Strontium perchlorate
- Names: Other names Strontium(II) perchlorate; Strontium diperchlorate

Identifiers
- CAS Number: 13450-97-0;
- 3D model (JSmol): Interactive image;
- ChemSpider: 55515;
- ECHA InfoCard: 100.033.272
- EC Number: 236-614-2;
- PubChem CID: 61607;
- CompTox Dashboard (EPA): DTXSID30890693 ;

Properties
- Chemical formula: Sr(ClO_{4})_{2}
- Molar mass: 286.51 g·mol^{−1}
- Appearance: White crystals
- Density: 2.973 g/cm^{3}
- Melting point: 477 °C (891 °F; 750 K) (decomposes vigorously)
- Solubility in water: 309.7 g/100 g
- Solubility in ethyl acetate: 136.9 g/100 g
- Solubility in methanol: 221.0 g/100 g
- Solubility in ethanol: 180.7 g/100 g
- Solubility in 1-propanol: 140.4 g/100 g
- Solubility in 1-butanol: 113.5 g/100 g
- Solubility in isobutanol: 77.9 g/100 g
- Solubility in acetone: 140.1 g/100 g

Structure
- Crystal structure: orthorhombic
- Space group: Pbca
- Lattice constant: a = 14.18206 Å, b = 9.78934 Å, c = 9.37624 Å α = 10.009°, β = 90°, γ = 90°
- Lattice volume (V): 1301.73 Å^{3}
- Coordination geometry: 8
- Hazards: GHS labelling:
- Pictograms: GHS03: Oxidizing GHS07: Exclamation mark
- Signal word: Danger
- Hazard statements: H272, H315, H319, H335
- Precautionary statements: P210, P221, P280, P305+P351+P338, P403+P233, P501
- NFPA 704 (fire diamond): 1 3 0OX

= Strontium perchlorate =

Chemical compound (Sr(ClO4)2)

Strontium perchlorate is a deliquescent white crystalline compound with the formula Sr(ClO4)2.
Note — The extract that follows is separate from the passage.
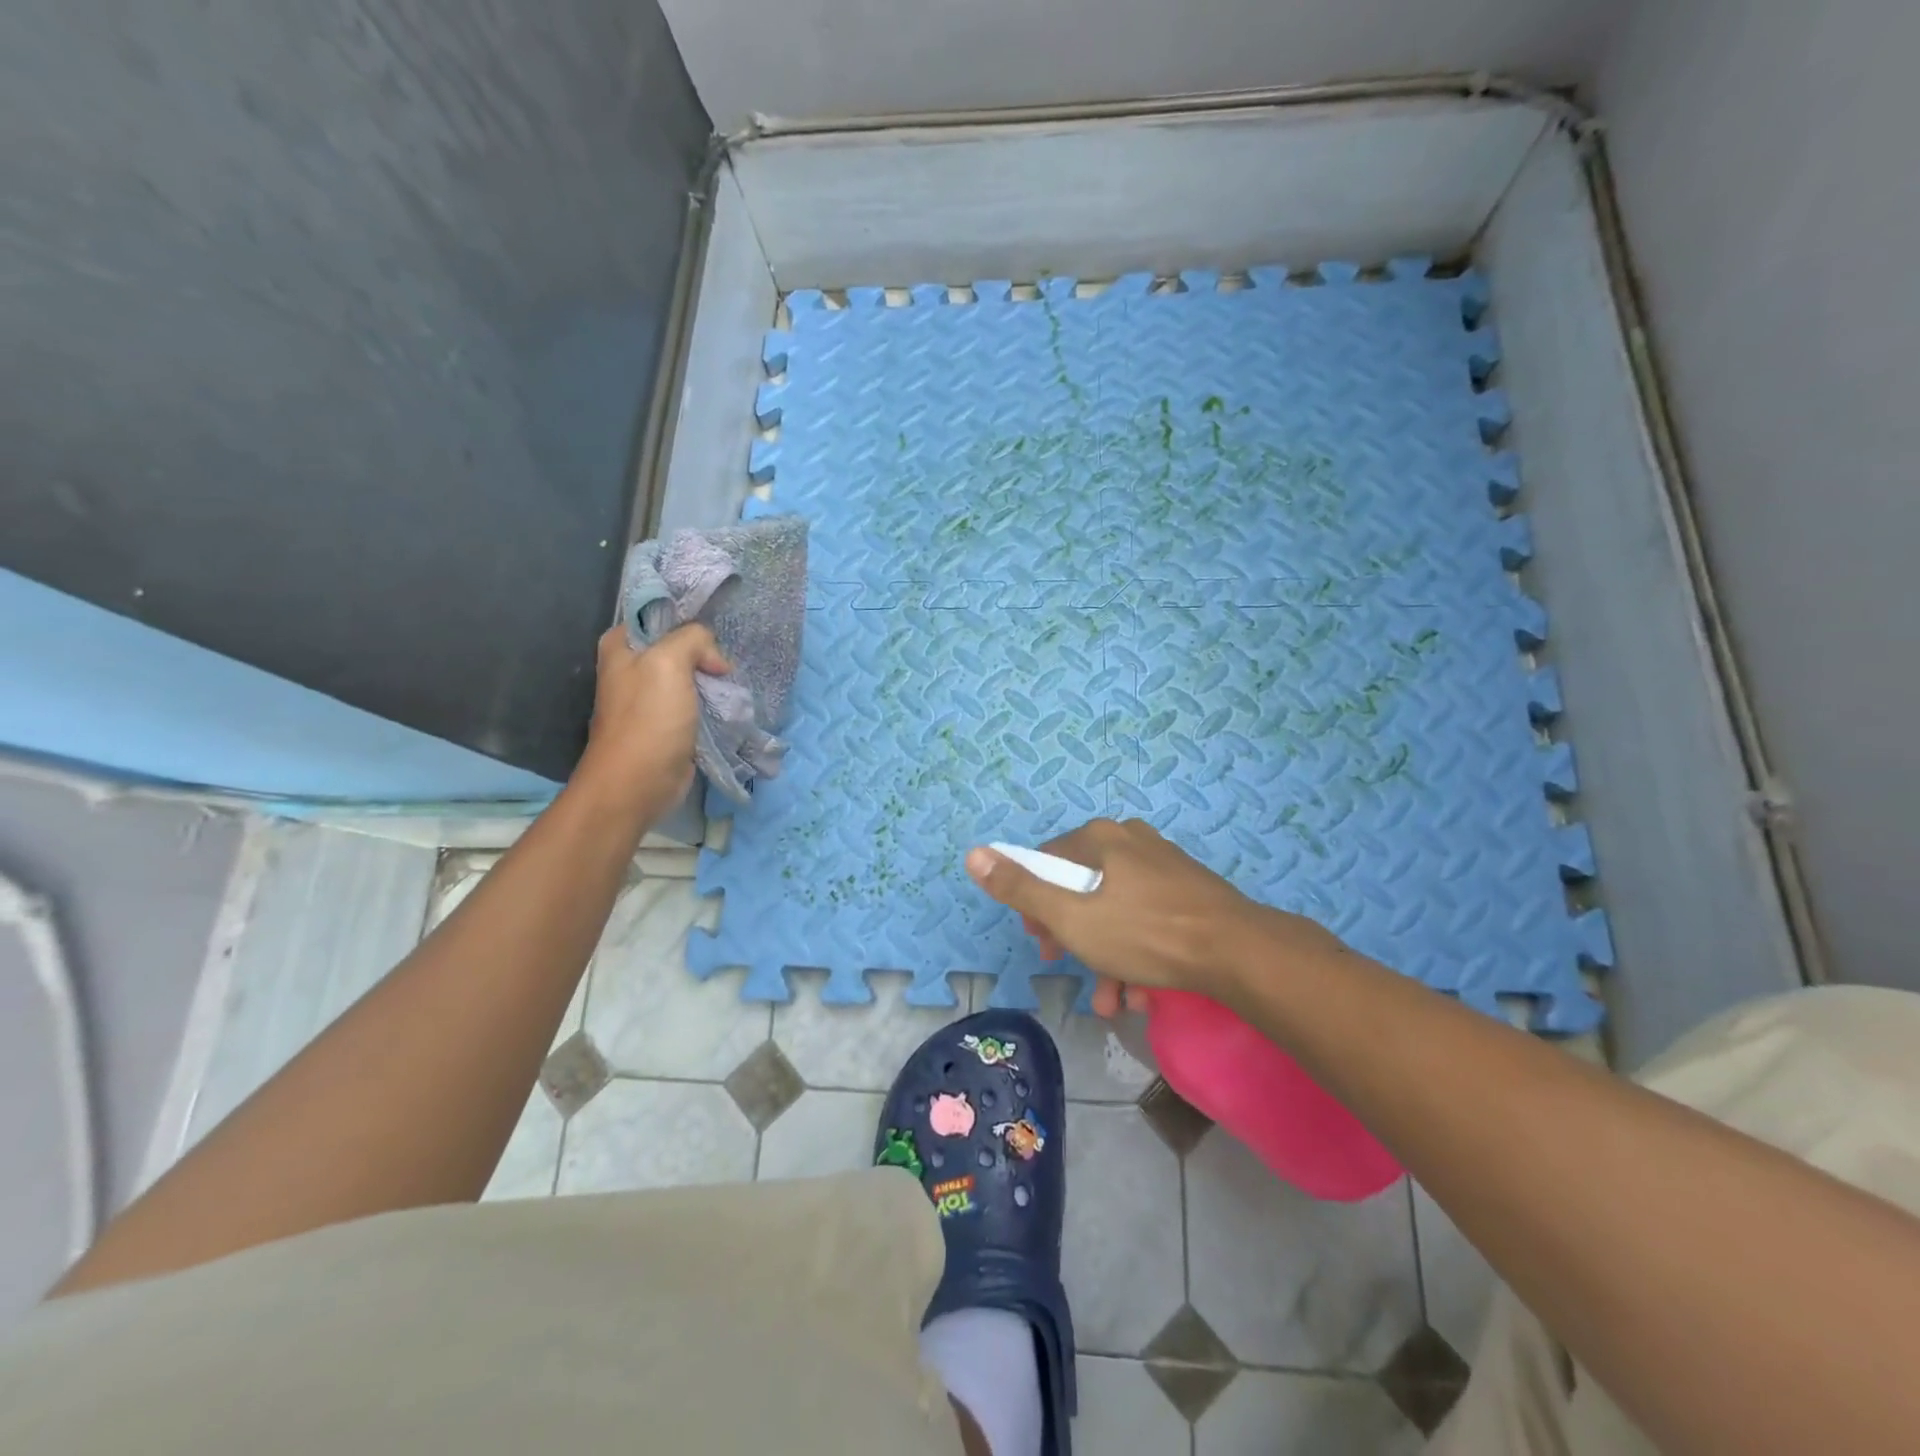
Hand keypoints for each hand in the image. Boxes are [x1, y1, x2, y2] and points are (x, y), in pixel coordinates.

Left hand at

It is a strong oxidizer which gives red flames. It can be used in pyrotechnics; however, usually the more common strontium nitrate is used. Strontium perchlorate has been used in gelled flame compositions where its hygroscopic nature isn't an issue, in a polymerized candle composition that excluded water, and in an experimental high-atmosphere flash powder.

It is also used in Liquid Injection Thrust Vector Control (LITVC) in solid-propellant rockets to enable steering control with a simple fixed nozzle.

Strontium perchlorate has been characterized in multiple hydrated forms; a trihydrate (Sr(ClO4)2*3H2O), tetrahydrate (Sr(ClO4)2*4H2O) and nonahydrate (Sr(ClO4)2*9H2O).

==Synthesis==
Hydrated forms may be prepared by dissolving pure strontium nitrate in an excess of perchloric acid, neutralizing the excess acid with strontium carbonate, centrifuging off solids, and chilling to precipitate crystals.

The anhydrous form may be prepared by drying the hydrate at 250 C, which gives a yield of 50%, or by the addition of anhydrous perchloric acid to a solution of strontium ion in anhydrous trifluoroacetic acid followed by filtration of the precipitated solid and removal of excess acid under vacuum.